SOC
Renewable Energy Source Integration by MicroGrids in Smart Cities
Friday, February 24, 2017Résumé :
Electric Grids are currently migrating from fully controllable and predictable fossil based systems, to intermittent, rather unpredictable, with large shares of renewable energy sources. In the same time, electricity consumption has much increased, and is expected to further increase with the arrival of electrical vehicles. Current systems are not able to deal with all these changes, but new technologies in control, computers and communications have allowed the possibility of SmartGrids who can cope with this new reality.
These new SmartGrids can greatly benefit from the transformation cities are going through. Distributed Generation from solar panels, urban wind turbines, combined heat and power have greatly changed cities from consumers to alternating consumers and producers, also known as prosumers. This new production scheme comes in at the same time as new intermittent, and sometimes controllable, loads represented by electric vehicles and Smart Buildings. This multiplication of time-varying sources and loads has brought the electric system to extreme strain, and the stabilization of such systems may be a very tough problem. Mostly for this reason, it is being considered to split urban power grids into cluster of loads and microsources operating as a single controllable system that provides power to its local area. To attain this goal, it is necessary to also consider energy storage to match this strict power balance.
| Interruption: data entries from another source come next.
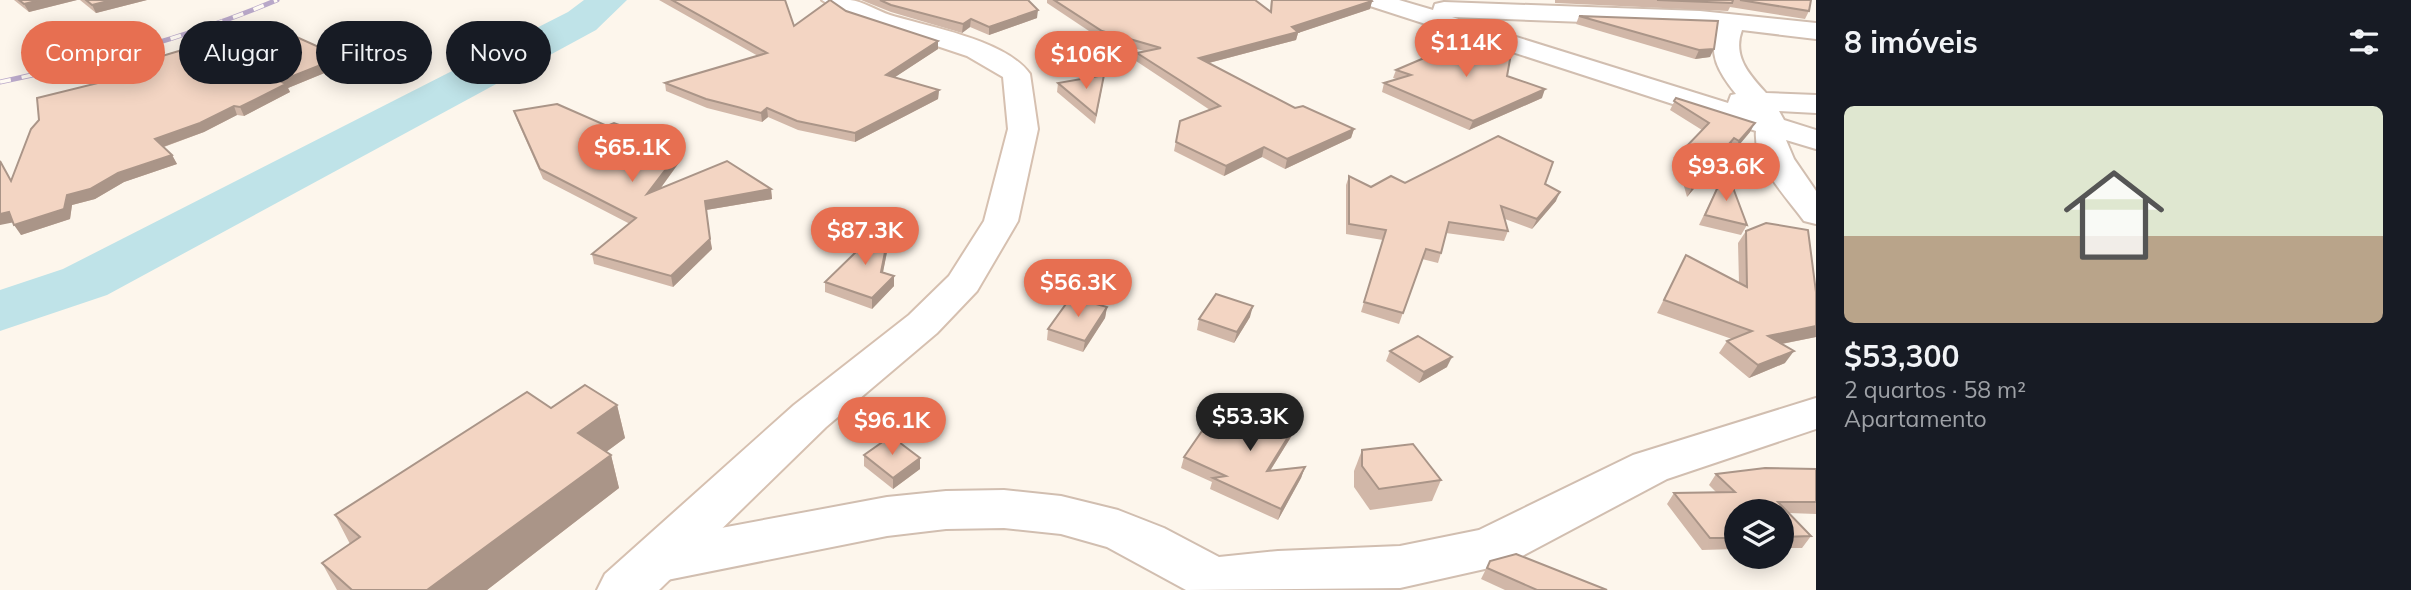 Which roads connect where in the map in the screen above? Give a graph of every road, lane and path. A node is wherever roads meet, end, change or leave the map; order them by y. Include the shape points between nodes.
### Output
1 (834, 0) edge
2 (1376, 0) edge
3 (1410, 11) junction
4 (1733, 20) junction
5 (1816, 31) edge
6 (1816, 104) edge
7 (1764, 114) junction
8 (1816, 140) edge
9 (1816, 214) edge
10 (1816, 413) edge
11 (640, 575) edge
12 (1221, 585) edge

1 - 11 street via 981,54 1016,74 1023,129 1001,221 964,283 923,324 810,416
2 - 3 street
3 - 4 street via 1521,10
3 - 7 street via 1665,92
4 - 5 street
4 - 7 street via 1726,46 1730,70
6 - 7 street
7 - 8 street
7 - 9 street via 1781,163
10 - 12 street via 1650,467 1489,549 1400,567 1278,572
11 - 12 street via 844,524 997,509 1080,519 1120,530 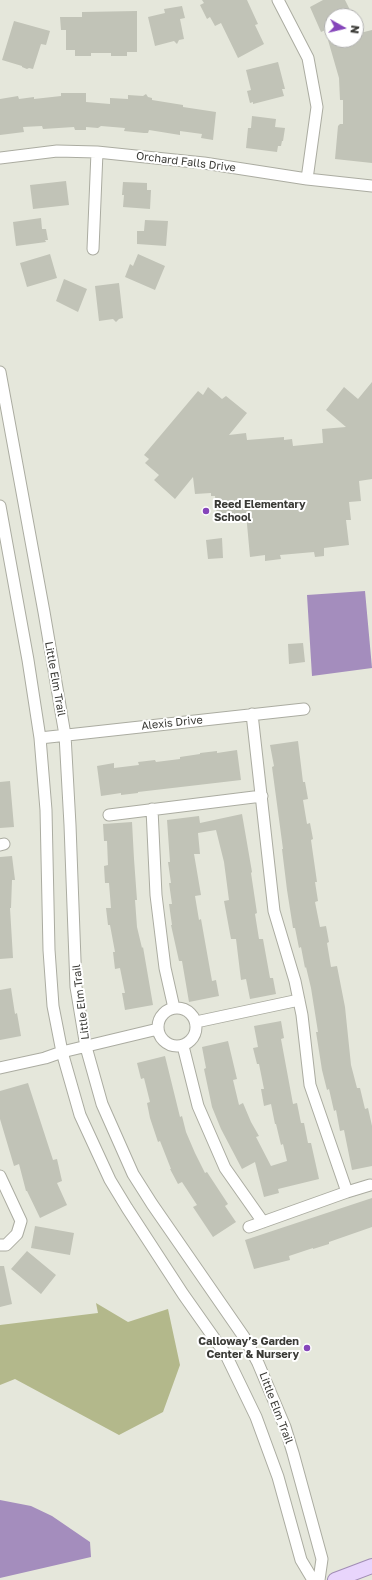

But even there, the task is still very complicated. Power sources, loads and storage work in different time scales. Furthermore, most of new elements are connected to the grid by power electronic converters, which are nonlinear. This means that the considered system is represented by networked nonlinear systems with different time scales. It is then proposed to acknowledge the fact that many components of MicroGrids like solar panels, batteries, fuel cells, supercapacitors and electric cars are in Direct Current (DC), in contrast to the standard Alternative Current (AC). The MicroGrid is then considered as a Mixed AC/DC grid, where nonlinear techniques are used to stabilize the DC side, and provide stable power to the AC one. Furthermore, it is necessary to consider a multi-layered control scheme to cope with the different time scales present in such systems. In the lower control layer, nonlinear control techniques have been utilized in order to correctly feed the loads and to respect grid voltage stability around a desired equilibrium point. A secondary higher level controller is designed using Model Predictive Control techniques to steer the whole system to assure energy fulfilment, and if possible, optimality in respect to an objective function.
Biographie :
Gilney Damm is Associate Professor at the Paris-Saclay University, France. He received his /Habilitation à Diriger des Recherches/in 2010 and Ph.D. in 2001 at Paris-Saclay University; his M.Sc. in automatic control in 1997 and his Bachelor in Electronic Engineer in 1995 at the COPPE - Rio de Janeiro Federal University. His research interests concern nonlinear and adaptive control and observers applied to power systems (SmartGrids, SuperGrid, MicroGrids). His main applications are in the field of large scale renewable energy integration; Multi-Terminal DC systems; Mixed AC/DC MicroGrids; energy integration in SmartCities; Variable Speed Pumped Storage Plants; Control of power generators (transient stabilization, frequency and voltage stability); synchronization of power networks.
He has a large experience as coordinator or Work-Package Leader in several European and French research projects as the European Network of Excellence on Highly Complex and Networked Control Systems - HYCON2, the Smart Energy Summer School and the European Virtual Smart Grid Lab from the KIC EIT Digital (former ICT LABS), and the French project WINPOWER. In the same way, he is co-leader of the French research forum on SmartGrids, and was co-leader of the Research Initiative Large Scale Systems and SmartGrids from the Institute for Control and Decision of Paris Saclay – iCODE.
Currently his main research activities are connected to the Institutes for Energy Transition SuperGrid (on large scale high voltage electrical grids) and Efficacity (on MicroGrids and power grids in SmartCities).
He has received the French research excellence grant (Prime d'Excellence Scientifique) since 2008, and is member of the IFAC Technical Committee TC 6.3 Power and Energy Systems since 2015. He is Associate Editor from the European Journal of Control since 2010.